Before choosing an ILP or a participating whole life plan, you have to be aware that both plans are vastly different, and are used for different purposes.
For one, whole life plans offer more coverage, as you can get an early critical illness cover. Furthermore, premiums paid are a fixed premium payment term. So if you are considering getting a form of life insurance coverage, a whole life plan is something you should consider.
In retrospect, ILPs may not be as suitable for those looking at an extensive whole life coverage.
If you are holding onto an ILP for a long time, you may have to decrease your insurance coverage and depend on your investments for coverage.

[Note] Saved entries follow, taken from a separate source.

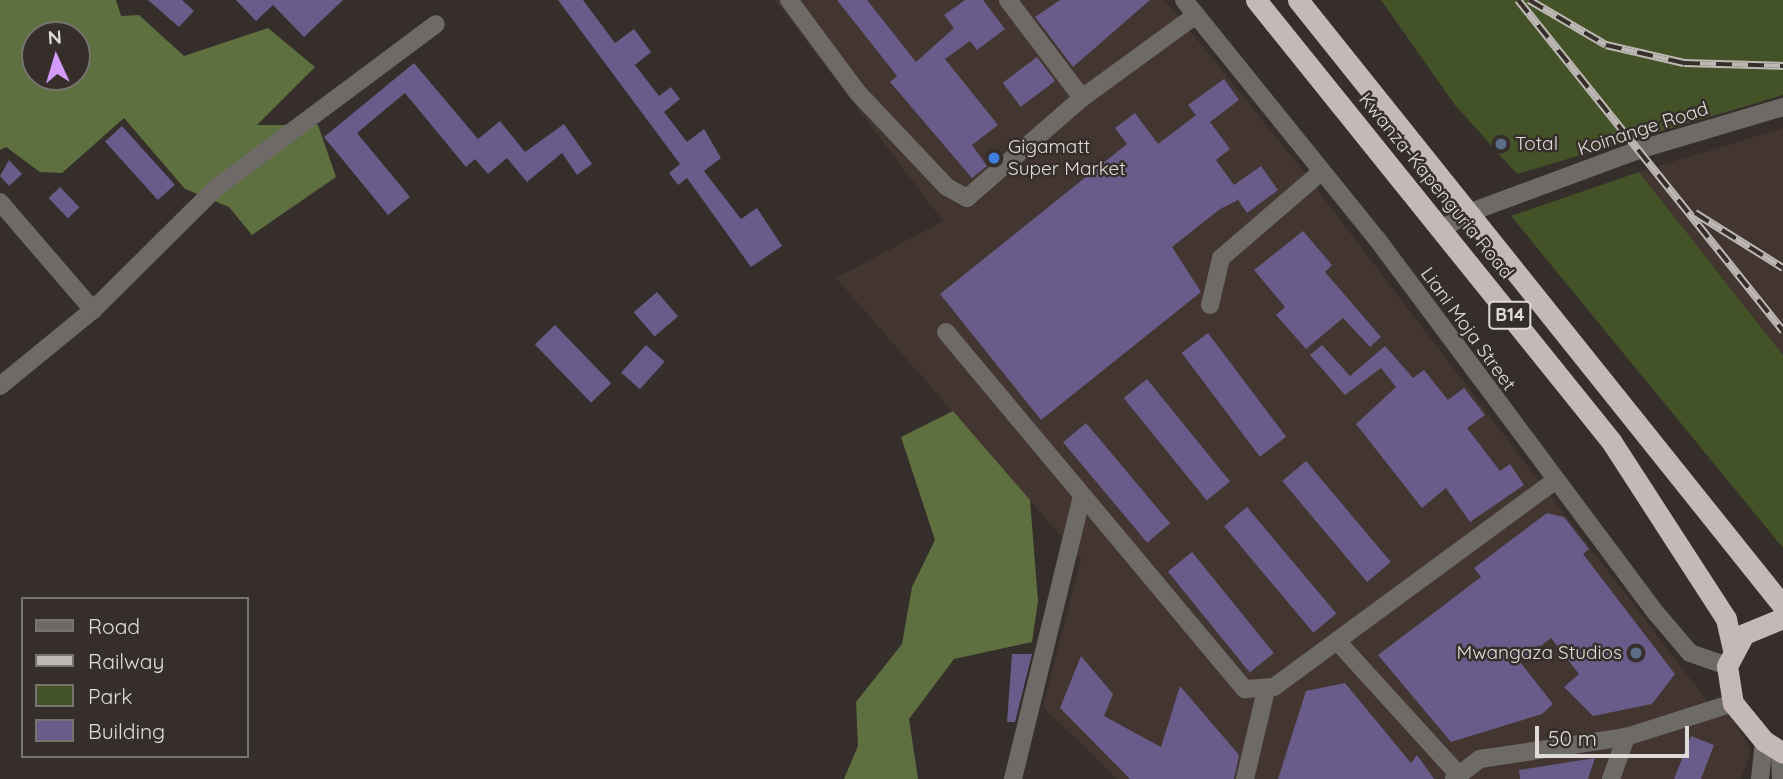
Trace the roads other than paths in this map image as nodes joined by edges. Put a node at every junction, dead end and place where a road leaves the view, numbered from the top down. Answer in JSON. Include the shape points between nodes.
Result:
{"nodes":[{"id":1,"x":789,"y":0,"type":"edge"},
{"id":2,"x":1007,"y":0,"type":"edge"},
{"id":3,"x":1184,"y":0,"type":"edge"},
{"id":4,"x":1256,"y":0,"type":"edge"},
{"id":5,"x":1298,"y":0,"type":"edge"},
{"id":6,"x":1196,"y":15,"type":"junction"},
{"id":7,"x":436,"y":24,"type":"dead end"},
{"id":8,"x":1082,"y":99,"type":"junction"},
{"id":9,"x":1783,"y":107,"type":"edge"},
{"id":10,"x":1322,"y":172,"type":"junction"},
{"id":11,"x":0,"y":202,"type":"edge"},
{"id":12,"x":1468,"y":213,"type":"junction"},
{"id":13,"x":1441,"y":229,"type":"junction"},
{"id":14,"x":1210,"y":305,"type":"dead end"},
{"id":15,"x":93,"y":310,"type":"junction"},
{"id":16,"x":946,"y":332,"type":"dead end"},
{"id":17,"x":0,"y":386,"type":"edge"},
{"id":18,"x":1553,"y":482,"type":"junction"},
{"id":19,"x":1081,"y":500,"type":"junction"},
{"id":20,"x":1783,"y":606,"type":"edge"},
{"id":21,"x":1783,"y":618,"type":"edge"},
{"id":22,"x":1337,"y":641,"type":"junction"},
{"id":23,"x":1730,"y":658,"type":"junction"},
{"id":24,"x":1266,"y":690,"type":"junction"},
{"id":25,"x":1733,"y":703,"type":"junction"},
{"id":26,"x":1626,"y":737,"type":"junction"},
{"id":27,"x":1776,"y":748,"type":"edge"},
{"id":28,"x":1455,"y":775,"type":"edge"},
{"id":29,"x":1013,"y":779,"type":"edge"},
{"id":30,"x":1245,"y":779,"type":"edge"},
{"id":31,"x":1611,"y":779,"type":"edge"},
{"id":32,"x":1760,"y":779,"type":"edge"},
{"id":33,"x":1781,"y":779,"type":"edge"}],
"edges":[{"from":1,"to":8,"type":"street","via":[[858,93],[955,194],[976,195]]},
{"from":2,"to":8,"type":"street"},
{"from":3,"to":6,"type":"street","name":"Liani Moja Street"},
{"from":4,"to":13,"type":"highway","name":"Kwanza-Kapenguria Road","number":"B14"},
{"from":5,"to":12,"type":"highway","name":"Kwanza-Kapenguria Road","number":"B14"},
{"from":6,"to":8,"type":"street"},
{"from":6,"to":10,"type":"street","name":"Liani Moja Street"},
{"from":7,"to":15,"type":"street","via":[[216,188]]},
{"from":9,"to":12,"type":"street","name":"Koinange Road"},
{"from":10,"to":14,"type":"street","via":[[1221,258]]},
{"from":10,"to":18,"type":"street","name":"Liani Moja Street"},
{"from":11,"to":15,"type":"street"},
{"from":12,"to":13,"type":"street","name":"Koinange Road"},
{"from":12,"to":20,"type":"highway","name":"Kwanza-Kapenguria Road","number":"B14"},
{"from":13,"to":23,"type":"highway","name":"Kwanza-Kapenguria Road","number":"B14","via":[[1611,441],[1726,619]]},
{"from":15,"to":17,"type":"street"},
{"from":16,"to":19,"type":"street"},
{"from":18,"to":22,"type":"street"},
{"from":18,"to":23,"type":"street","name":"Liani Moja Street","via":[[1690,653]]},
{"from":19,"to":24,"type":"street","via":[[1245,689]]},
{"from":19,"to":29,"type":"street"},
{"from":21,"to":23,"type":"highway","via":[[1759,623]]},
{"from":22,"to":24,"type":"street"},
{"from":22,"to":28,"type":"street"},
{"from":23,"to":25,"type":"highway","number":"B14"},
{"from":24,"to":30,"type":"street"},
{"from":25,"to":26,"type":"street"},
{"from":25,"to":27,"type":"highway","number":"B14"},
{"from":26,"to":28,"type":"street","via":[[1513,750]]},
{"from":26,"to":31,"type":"street"},
{"from":27,"to":32,"type":"street"},
{"from":27,"to":33,"type":"street"}]}
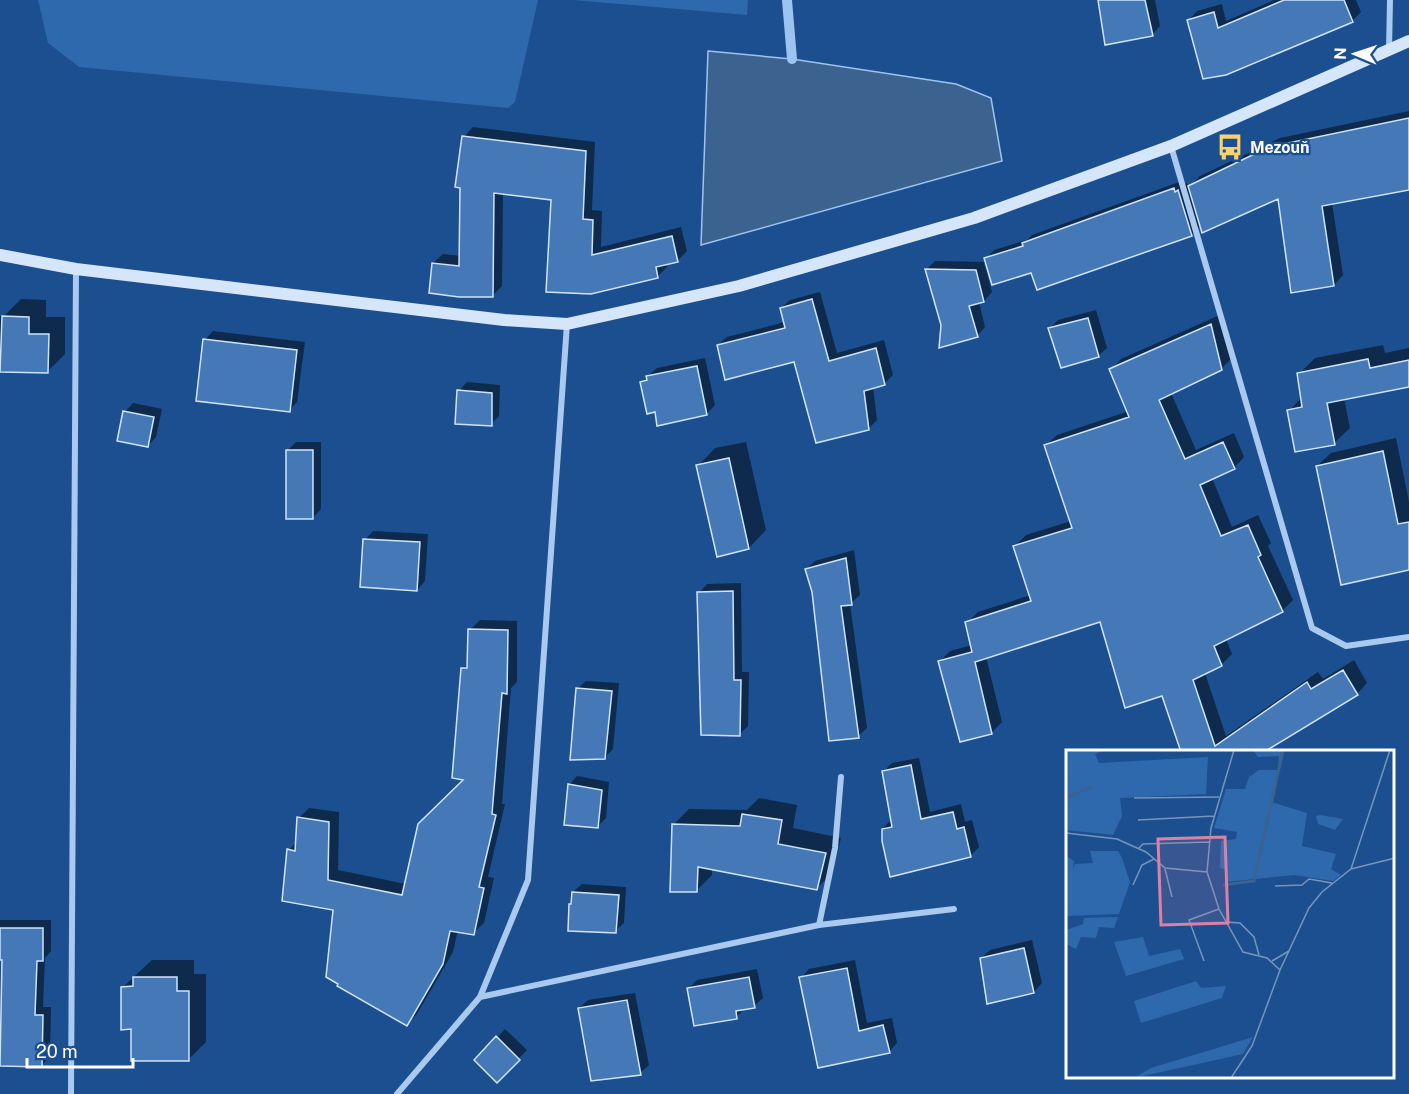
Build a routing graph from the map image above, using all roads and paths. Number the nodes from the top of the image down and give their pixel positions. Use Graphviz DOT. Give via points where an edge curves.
graph roads {
  1 [pos="1390,0"];
  2 [pos="1409,41"];
  3 [pos="1389,50"];
  4 [pos="1171,146"];
  5 [pos="0,255"];
  6 [pos="76,269"];
  7 [pos="567,324"];
  8 [pos="1409,637"];
  9 [pos="841,777"];
  10 [pos="954,909"];
  11 [pos="819,925"];
  12 [pos="480,997"];
  13 [pos="71,1094"];
  14 [pos="397,1094"];
  1 -- 3 [label="street"];
  2 -- 3 [label="street"];
  3 -- 4 [label="street"];
  4 -- 7 [label="street" via="974,218 739,286"];
  4 -- 8 [label="street" via="1312,628 1346,646"];
  5 -- 6 [label="street"];
  6 -- 7 [label="street" via="504,320"];
  6 -- 13 [label="street"];
  7 -- 12 [label="street" via="528,880"];
  9 -- 11 [label="street" via="835,848"];
  10 -- 11 [label="street"];
  11 -- 12 [label="street"];
  12 -- 14 [label="street"];
}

You should not be looking to replace a whole life plan with an ILP, as you may risk losing coverage, as well as expose yourself to greater risk.
However, if you are looking to invest a sum of money, but don’t know how to DIY your own, ILPs are worth considering.
If you are planning to purchase an ILP, you can keep in mind the following:
- ILPs can be risky, as your money may take a hit if your sub-funds perform poorly due to a volatile market.
- There have been criticisms that some ILPs may have a relatively high sales charge, ongoing charges and low allocation rates for buying units in the first few years. So do check on these components with your agent, if you decide to purchase an ILP.
Overall, whether it is an ILP or a participating whole life insurance, make sure that you question your agent thoroughly on any doubts you may have of the plan! Don’t buy a policy for the sake of buying, and make sure you get the best plan that fits your long term goals and needs!